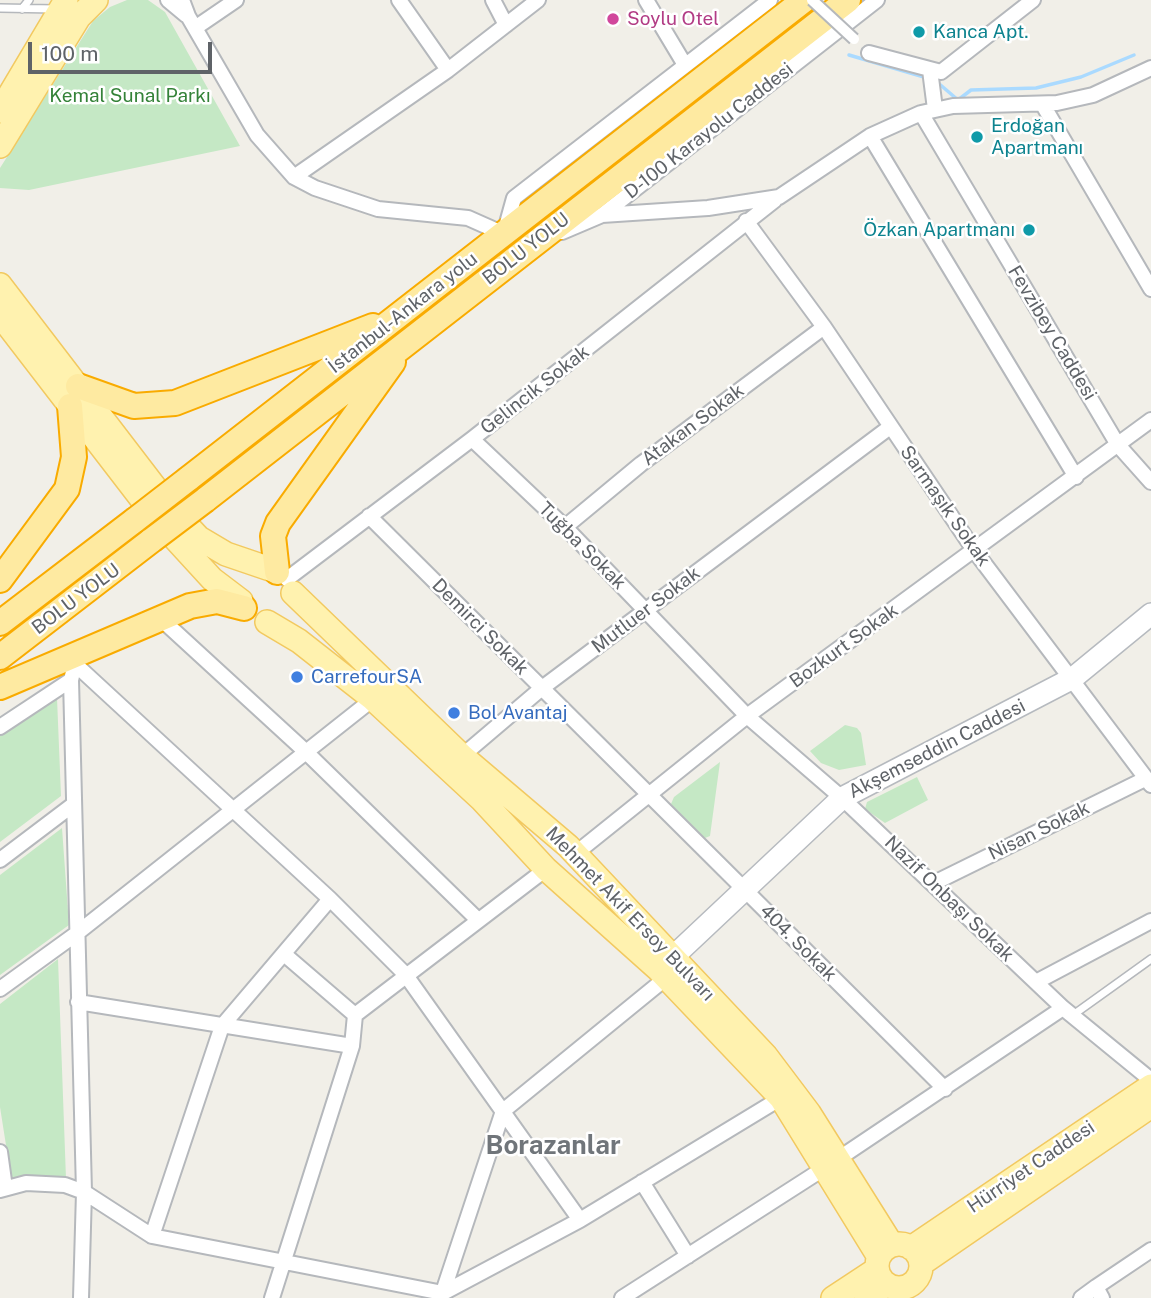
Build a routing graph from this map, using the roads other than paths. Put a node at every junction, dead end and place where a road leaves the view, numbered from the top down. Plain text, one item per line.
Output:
1 (30, 0) edge
2 (96, 0) edge
3 (168, 0) edge
4 (182, 0) edge
5 (236, 0) edge
6 (399, 0) edge
7 (493, 0) edge
8 (538, 0) edge
9 (646, 0) edge
10 (770, 0) edge
11 (804, 0) edge
12 (813, 0) edge
13 (848, 0) edge
14 (877, 0) edge
15 (1033, 0) edge
16 (65, 5) edge
17 (0, 8) edge
18 (23, 9) junction
19 (191, 22) junction
20 (506, 25) junction
21 (854, 38) dead end
22 (869, 53) dead end
23 (685, 65) junction
24 (448, 70) junction
25 (935, 71) junction
26 (1150, 72) edge
27 (1042, 105) junction
28 (935, 109) junction
29 (0, 111) edge
30 (920, 113) junction
31 (870, 136) junction
32 (0, 146) edge
33 (293, 177) junction
34 (779, 197) junction
35 (603, 215) junction
36 (746, 221) junction
37 (504, 234) junction
38 (532, 245) junction
39 (0, 285) edge
40 (1151, 289) edge
41 (0, 315) edge
42 (400, 316) junction
43 (824, 327) junction
44 (410, 339) junction
45 (74, 396) junction
46 (1151, 420) edge
47 (890, 427) junction
48 (472, 439) junction
49 (1118, 445) junction
50 (1076, 477) junction
51 (1151, 482) edge
52 (205, 500) joint
53 (369, 516) junction
54 (148, 526) junction
55 (565, 527) junction
56 (974, 550) junction
57 (283, 578) junction
58 (0, 580) edge
59 (243, 605) junction
60 (645, 611) junction
61 (1151, 614) edge
62 (316, 616) junction
63 (160, 618) junction
64 (267, 622) junction
65 (0, 624) edge
66 (299, 641) junction
67 (0, 657) edge
68 (73, 660) junction
69 (1073, 678) junction
70 (71, 680) junction
71 (4, 686) edge
72 (542, 688) junction
73 (373, 699) junction
74 (747, 716) junction
75 (0, 727) edge
76 (305, 751) junction
77 (462, 756) junction
78 (1148, 782) edge
79 (652, 795) junction
80 (842, 797) junction
81 (74, 804) junction
82 (232, 810) junction
83 (575, 853) junction
84 (0, 860) edge
85 (546, 869) junction
86 (934, 883) junction
87 (744, 890) junction
88 (330, 899) junction
89 (478, 920) junction
90 (1151, 921) edge
91 (76, 934) junction
92 (284, 954) junction
93 (1151, 959) edge
94 (670, 967) junction
95 (405, 974) junction
96 (1036, 982) junction
97 (0, 989) edge
98 (78, 1002) junction
99 (1068, 1012) junction
100 (355, 1015) junction
101 (222, 1026) junction
102 (352, 1046) junction
103 (1151, 1080) edge
104 (1151, 1086) edge
105 (945, 1089) junction
106 (781, 1098) junction
107 (1151, 1106) edge
108 (503, 1111) junction
109 (0, 1153) edge
110 (831, 1164) junction
111 (642, 1182) junction
112 (3, 1189) edge
113 (84, 1192) junction
114 (580, 1220) junction
115 (152, 1236) junction
116 (1150, 1254) edge
117 (688, 1256) junction
118 (284, 1261) junction
119 (900, 1273) edge
120 (1099, 1293) edge
121 (442, 1295) edge
122 (81, 1298) edge
123 (272, 1298) edge
124 (622, 1298) edge
125 (833, 1298) edge
126 (866, 1298) edge
127 (1081, 1298) edge

1 - 18 lane
2 - 32 main road
3 - 19 street
4 - 19 street
5 - 19 street
6 - 24 street
7 - 20 street
8 - 20 street
9 - 23 street
10 - 23 street
11 - 37 highway, İstanbul-Ankara yolu
12 - 21 street, bridge
13 - 38 highway, BOLU YOLU
14 - 35 street, D-100 Karayolu Caddesi
15 - 25 street
16 - 18 lane
16 - 29 main road
17 - 18 lane
19 - 33 street
20 - 24 street
22 - 25 street
23 - 37 street
24 - 33 street
25 - 28 street
26 - 27 street
27 - 28 street
27 - 40 street
28 - 30 street
30 - 31 street
30 - 49 street, Fevzibey Caddesi
31 - 34 street
31 - 50 street
33 - 37 street
34 - 35 street
34 - 36 street, Gelincik Sokak
35 - 38 street, D-100 Karayolu Caddesi
36 - 43 street, Sarmaşık Sokak
36 - 48 street, Gelincik Sokak
37 - 42 highway, İstanbul-Ankara yolu
38 - 44 highway, BOLU YOLU
39 - 45 main road
41 - 45 main road
42 - 45 highway
42 - 54 highway, İstanbul-Ankara yolu, bridge
43 - 47 street, Sarmaşık Sokak
43 - 55 street, Atakan Sokak
44 - 52 highway, BOLU YOLU
44 - 57 highway
45 - 54 main road
45 - 57 main road
45 - 58 highway
46 - 49 street, Bozkurt Sokak
47 - 56 street, Sarmaşık Sokak
47 - 60 street, Mutluer Sokak
48 - 53 street, Gelincik Sokak
48 - 55 street, Tuğba Sokak
49 - 50 street, Bozkurt Sokak
49 - 51 street, Fevzibey Caddesi
50 - 56 street, Bozkurt Sokak
52 - 54 highway, İstanbul-Ankara yolu, bridge
53 - 57 street, Gelincik Sokak
53 - 72 street, Demirci Sokak
54 - 59 main road
54 - 65 highway, İstanbul-Ankara yolu
54 - 67 highway, BOLU YOLU
55 - 60 street, Tuğba Sokak
56 - 69 street, Sarmaşık Sokak
56 - 74 street, Bozkurt Sokak
57 - 59 main road
57 - 62 main road, Mehmet Akif Ersoy Bulvarı
57 - 64 main road
59 - 63 highway
59 - 64 main road
60 - 72 street, Mutluer Sokak
60 - 74 street, Tuğba Sokak
61 - 69 main road, Akşemseddin Caddesi
62 - 66 main road
62 - 77 main road, Mehmet Akif Ersoy Bulvarı
63 - 68 highway
63 - 76 street
64 - 66 main road, Mehmet Akif Ersoy Bulvarı
66 - 73 main road, Mehmet Akif Ersoy Bulvarı
68 - 70 street
68 - 71 highway
68 - 82 street
69 - 78 street, Sarmaşık Sokak
69 - 80 main road, Akşemseddin Caddesi
70 - 75 street
70 - 81 street
72 - 77 street, Mutluer Sokak
72 - 79 street, Demirci Sokak
73 - 76 street
73 - 85 main road, Mehmet Akif Ersoy Bulvarı
74 - 79 street, Bozkurt Sokak
74 - 80 street, Nazif Onbaşı Sokak
76 - 82 street
76 - 89 street
77 - 83 main road, Mehmet Akif Ersoy Bulvarı
78 - 86 street, Nisan Sokak
79 - 83 street, Bozkurt Sokak
79 - 87 street, 404. Sokak
80 - 86 street, Nazif Onbaşı Sokak
80 - 87 main road, Akşemseddin Caddesi
81 - 84 street
81 - 91 street
82 - 88 street
82 - 91 street
83 - 94 main road, Mehmet Akif Ersoy Bulvarı
85 - 89 street
85 - 94 main road, Mehmet Akif Ersoy Bulvarı
86 - 96 street, Nazif Onbaşı Sokak
87 - 94 main road, Akşemseddin Caddesi
87 - 105 street, 404. Sokak
88 - 92 street
88 - 95 street
89 - 95 street
90 - 96 street
91 - 97 street
91 - 98 street
92 - 100 street
92 - 101 street
93 - 99 lane
94 - 106 main road, Mehmet Akif Ersoy Bulvarı
94 - 108 street
94 - 110 main road, Mehmet Akif Ersoy Bulvarı
95 - 100 street
95 - 108 street
96 - 99 street, Nazif Onbaşı Sokak
98 - 101 street
98 - 113 street
99 - 103 street, Nazif Onbaşı Sokak
99 - 105 street
100 - 102 street
101 - 102 street
101 - 115 street
102 - 118 street
104 - 119 main road, Hürriyet Caddesi
105 - 110 street
106 - 110 main road, Mehmet Akif Ersoy Bulvarı
106 - 111 street
107 - 119 main road, Hürriyet Caddesi
108 - 114 street
108 - 121 street
109 - 112 street
110 - 117 street
110 - 119 main road, Mehmet Akif Ersoy Bulvarı
111 - 114 street
111 - 117 street
112 - 113 street
113 - 115 street
113 - 122 street
114 - 121 street
115 - 118 street
116 - 120 street
117 - 124 street
118 - 121 street
118 - 123 street
119 - 125 main road, Hürriyet Caddesi
119 - 126 main road, Hürriyet Caddesi
120 - 127 street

---*---

• [How to complete this task] Return all lines from the entries that contain the string "Mutluer".

• [Expected answer]
47 - 60 street, Mutluer Sokak
60 - 72 street, Mutluer Sokak
72 - 77 street, Mutluer Sokak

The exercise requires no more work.